Getting rid of the payroll tax, as Cain proposes, would undoubtedly be popular. So would blowing up the capital gains tax, especially for those with big holdings in stocks and bonds, and the estate tax, for those with sizable sums to leave to their heirs. And corporations will love that profits earned overseas can be brought back to this country tax-free.
But with Cain eliminating most other tax deductions, including the break for home mortgages, every special-interest lobbyist on the planet would try to modify or block the measure. And that means 9-9-9 would have no hope of becoming law in its current form.
“The reason it would never happen is that any overlay of a consumption tax on top of an income tax is an absolute nonstarter for conservatives,” says a senior Republican staffer on the Hill. “It is a way for Washington to stealthily continue to raise taxes. Everywhere there is a value added tax and an income tax, the VAT continues to creep up and is a way for a government to increase taxes.”
Former Sen. Rick Santorum pressed this argument in the debate, saying: “How many people believe that we’ll keep the income tax at 9 percent? Anybody?” Cain countered that he would ask Congress to require a two-thirds vote before the tax could be raised.
With Cain eliminating most tax deductions, every special-interest lobbyist on the planet would try to modify or block the measure.
Another major concern: “It’s unclear how much revenue 9-9-9 would bring in,” says the GOP staffer. “In times of debts and deficits like we’re in today, Republicans could not enact something that would decrease revenue levels because we would go further into debt.”
A top Democratic House staffer offered a similar verdict: “From what we know about it, it would be a tax shift to the middle class and to the lower class. It’s pretty obvious that something like that would be dead on arrival.”
Still, the notion of simplifying the tax code is a popular one in conservative GOP circles. Rep.

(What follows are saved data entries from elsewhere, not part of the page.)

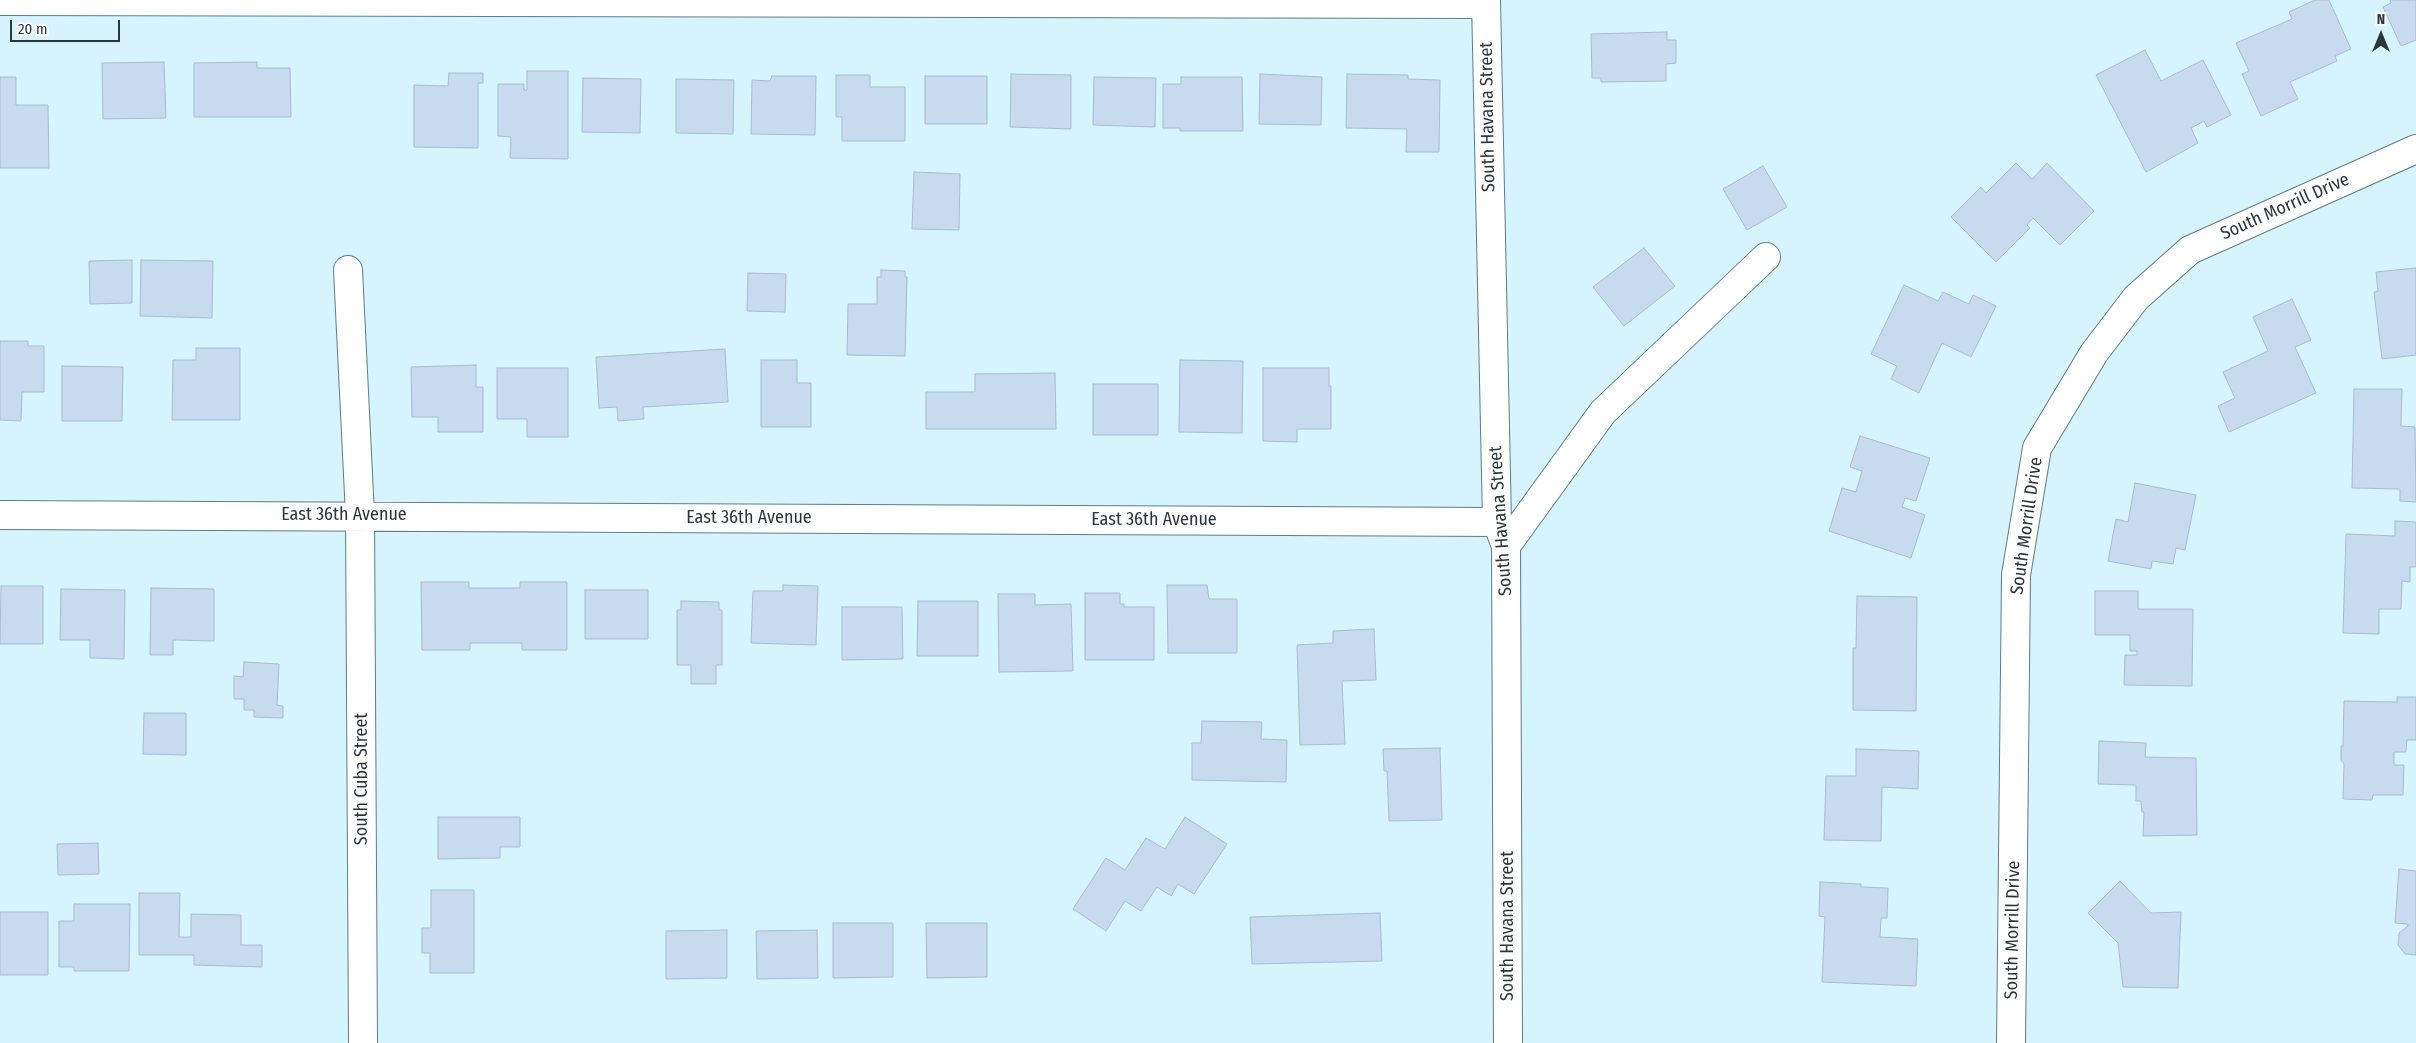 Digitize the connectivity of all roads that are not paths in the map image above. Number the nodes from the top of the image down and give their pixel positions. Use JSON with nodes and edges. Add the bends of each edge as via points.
{"nodes":[{"id":1,"x":0,"y":1,"type":"edge"},
{"id":2,"x":1485,"y":2,"type":"edge"},
{"id":3,"x":2416,"y":150,"type":"edge"},
{"id":4,"x":1766,"y":257,"type":"dead end"},
{"id":5,"x":348,"y":270,"type":"dead end"},
{"id":6,"x":0,"y":515,"type":"edge"},
{"id":7,"x":360,"y":515,"type":"junction"},
{"id":8,"x":1501,"y":534,"type":"junction"},
{"id":9,"x":363,"y":1043,"type":"edge"},
{"id":10,"x":1508,"y":1043,"type":"edge"},
{"id":11,"x":2012,"y":1043,"type":"edge"}],
"edges":[{"from":1,"to":2,"type":"street"},
{"from":2,"to":8,"type":"street","name":"South Havana Street"},
{"from":3,"to":11,"type":"street","name":"South Morrill Drive","via":[[2190,250],[2136,298],[2094,352],[2037,448],[2016,575]]},
{"from":4,"to":8,"type":"street","via":[[1603,412]]},
{"from":5,"to":7,"type":"street","name":"South Cuba Street"},
{"from":6,"to":7,"type":"street","name":"East 36th Avenue"},
{"from":7,"to":8,"type":"street","name":"East 36th Avenue"},
{"from":7,"to":9,"type":"street","name":"South Cuba Street"},
{"from":8,"to":10,"type":"street","name":"South Havana Street"}]} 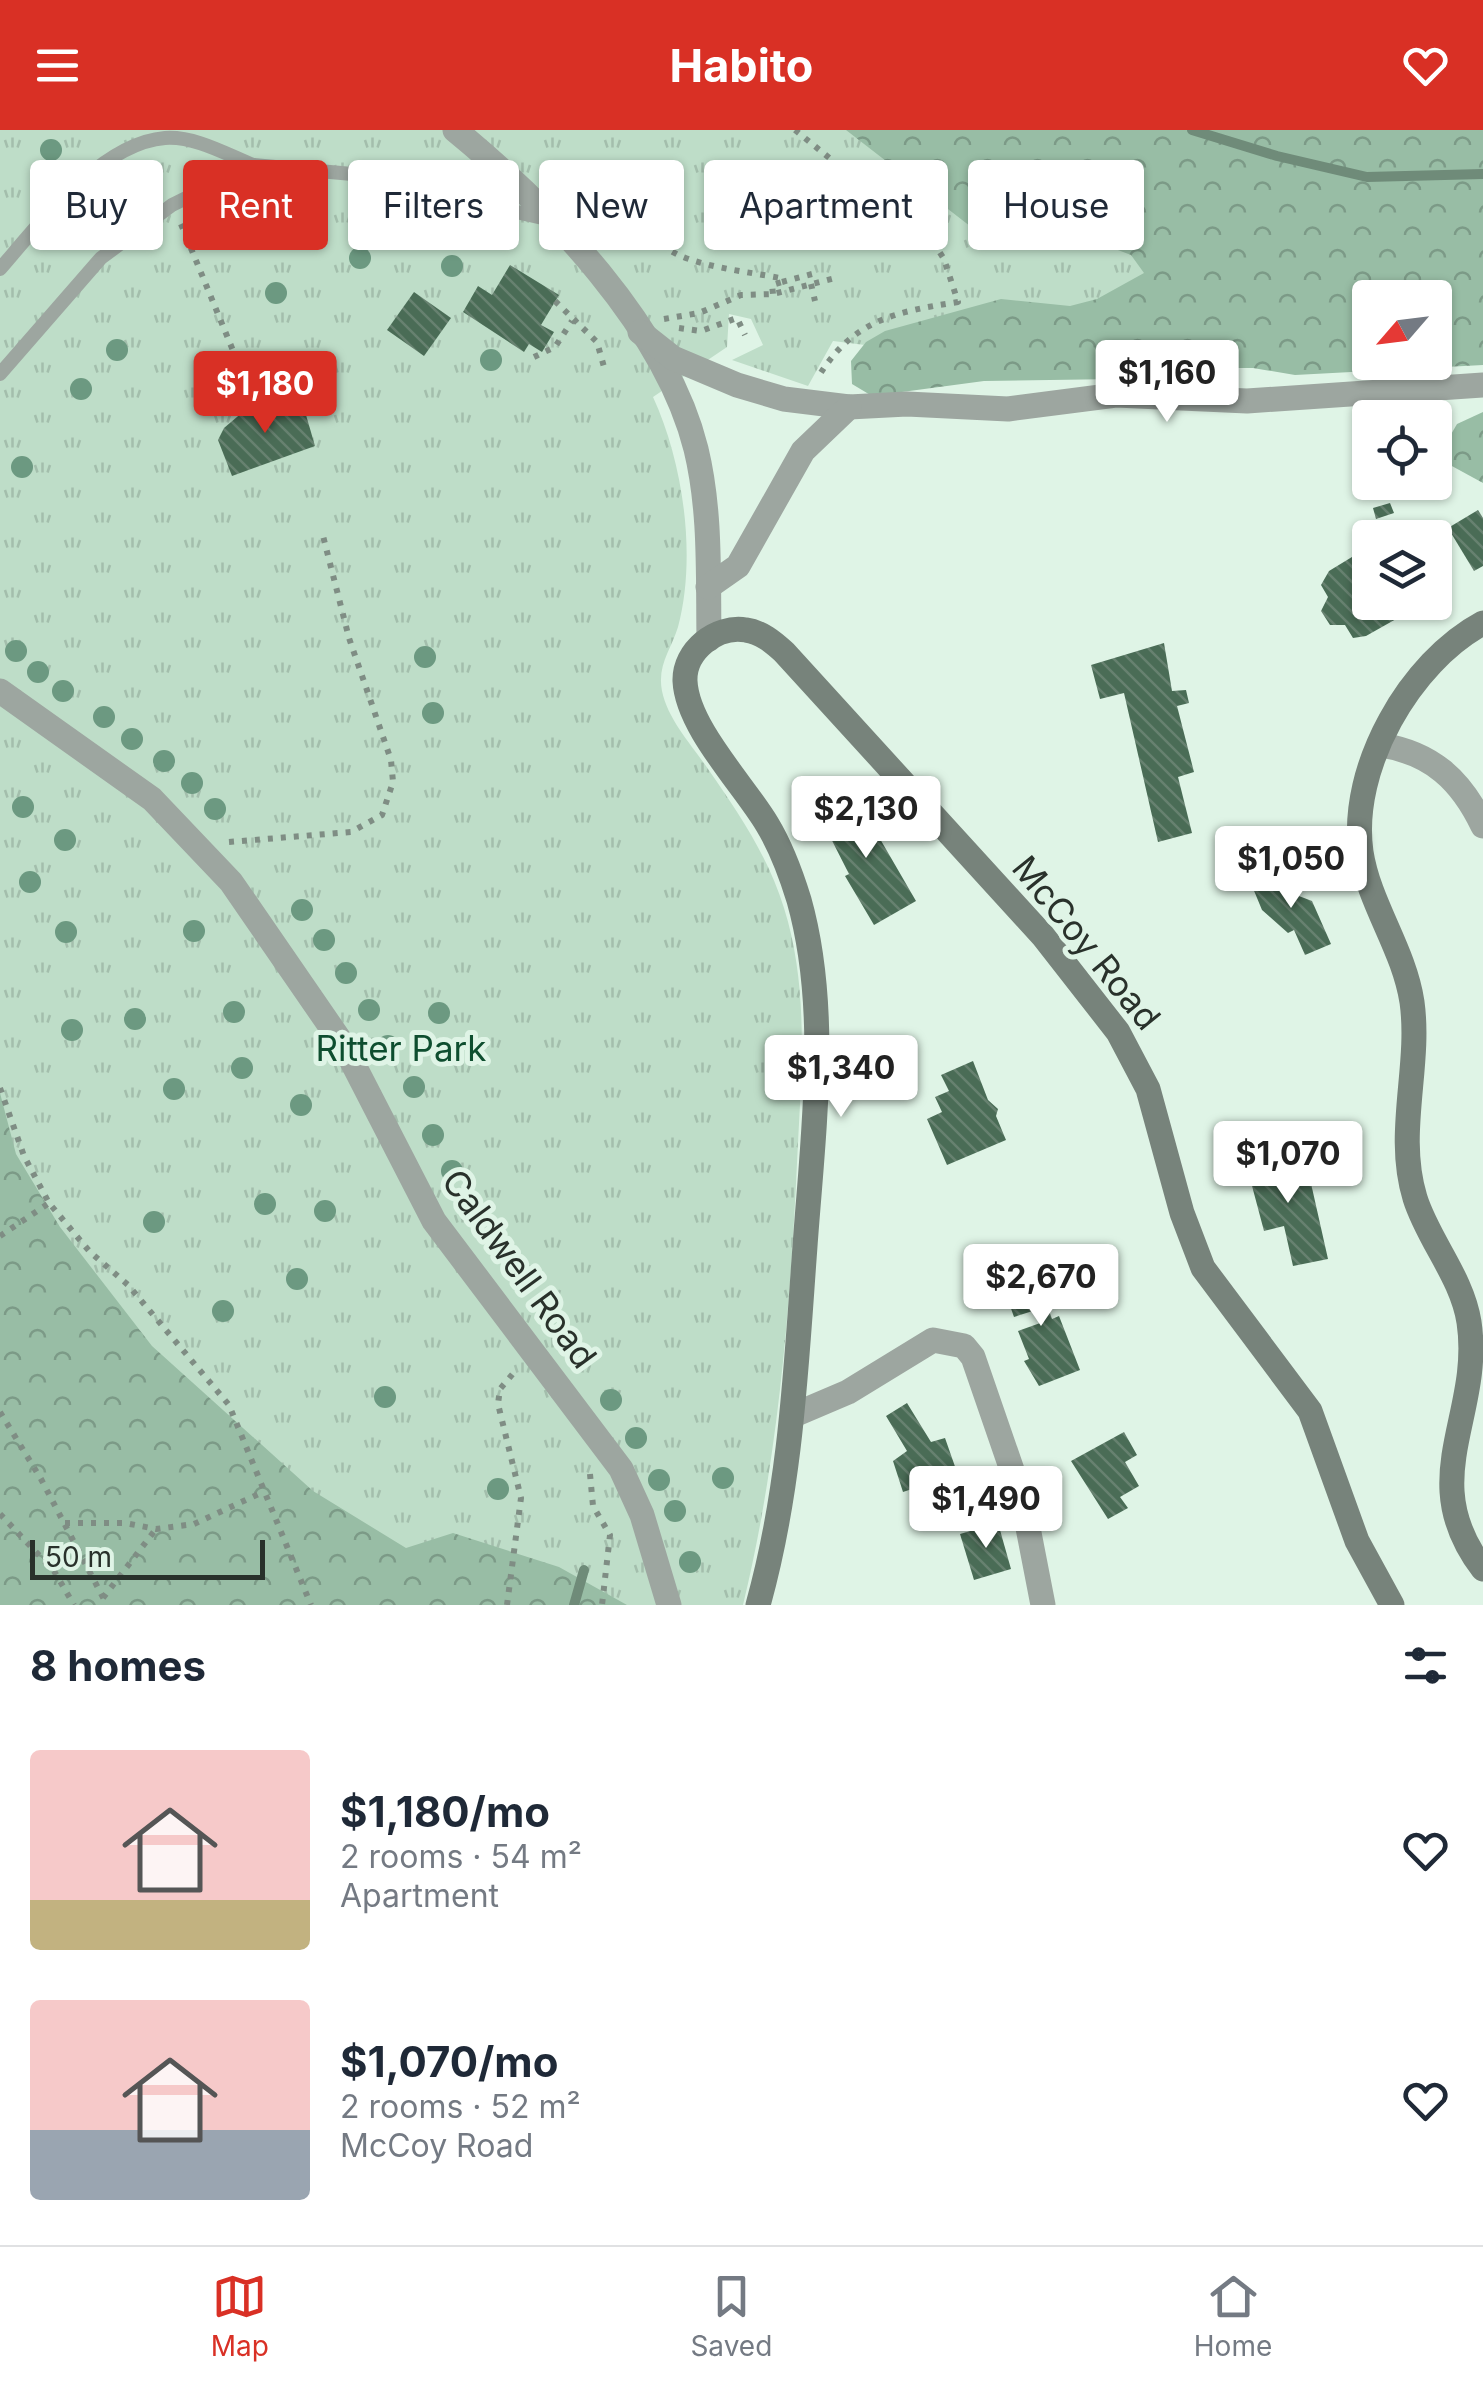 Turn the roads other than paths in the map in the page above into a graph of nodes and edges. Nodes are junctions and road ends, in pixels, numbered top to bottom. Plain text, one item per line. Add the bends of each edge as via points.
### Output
1 (456, 130) edge
2 (241, 160) edge
3 (328, 172) edge
4 (183, 200) edge
5 (539, 208) edge
6 (539, 217) edge
7 (576, 250) edge
8 (0, 269) edge
9 (640, 332) junction
10 (0, 374) edge
11 (1483, 384) edge
12 (848, 407) junction
13 (708, 588) junction
14 (1483, 623) edge
15 (710, 639) junction
16 (0, 691) edge
17 (1381, 745) junction
18 (1483, 826) edge
19 (794, 1415) junction
20 (1483, 1568) edge
21 (669, 1605) edge
22 (758, 1605) edge
23 (1043, 1605) edge
24 (1392, 1605) edge

1 - 5 street
2 - 8 lane via 191,140 141,144 85,178
3 - 6 lane
4 - 10 lane via 101,258
7 - 9 street
9 - 12 street via 674,358 737,384 784,399
9 - 13 street via 670,382 695,445
11 - 12 street via 1247,401 1116,395 1008,409
12 - 13 street via 803,451 738,566
13 - 15 street
14 - 17 street via 1429,666
15 - 19 street via 685,670 688,700 782,854 800,904 812,974 812,1155
15 - 24 street, McCoy Road via 742,628 784,652 1042,936 1118,1032 1148,1089 1203,1268 1310,1411 1357,1541
16 - 21 street, Caldwell Road via 106,762 206,852 327,1020 434,1221 621,1470
17 - 18 street via 1430,759 1471,800
17 - 20 street via 1364,793 1362,852 1412,1000 1408,1172 1468,1315 1472,1364 1450,1496 1464,1539
19 - 22 street
19 - 23 street via 848,1392 933,1340 964,1346 1006,1446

Rob Woodall, a freshman from Georgia, introduced a national consumption tax bill this year with 47 co-sponsors, all Republicans. Woodall would replace all income, corporate, capital gains, and estate taxes with a 23 percent levy on goods and services. (He would subsidize those living below the poverty line by sending them a “prebate” check to cover basic living expenses.)
Rep. Michael Burgess of Texas is pushing an alternate plan to allow individuals and corporations to opt out of the current system and instead pay a 19 percent flat tax for the first two years, followed by a 17 percent rate tax after that.
For all its sudden notoriety, the Cain blueprint is only what he describes as Phase 1. In Phase 2, Cain says he would “end the IRS as we know it” by junking individual and corporate income taxes altogether and replacing them with a consumption tax. Why doesn’t he propose that now? A posting at the Tea Party group FreedomWorks says the rate, to raise enough revenue, would have to be around 25 percent for everything you buy—and that would cause “sticker shock,” especially for lower wage-earners.
Cain had trouble selling his centerpiece recently on Fox News Sunday. “It looks to us like under your plan, corporations and the wealthy will pay considerably less than they currently do, and lower-income people particularly, the 45 percent, roughly, of Americans who don’t pay income tax now will end up paying a lot more,” host Chris Wallace said.
Cain was quick to challenge that accounting. But if he continues his surge—and he has a 4-point edge over Mitt Romney in the latest NBC/Wall Street Journal poll—9-9-9 is going to get far more scrutiny than when he was a sideshow candidate with a catchy slogan.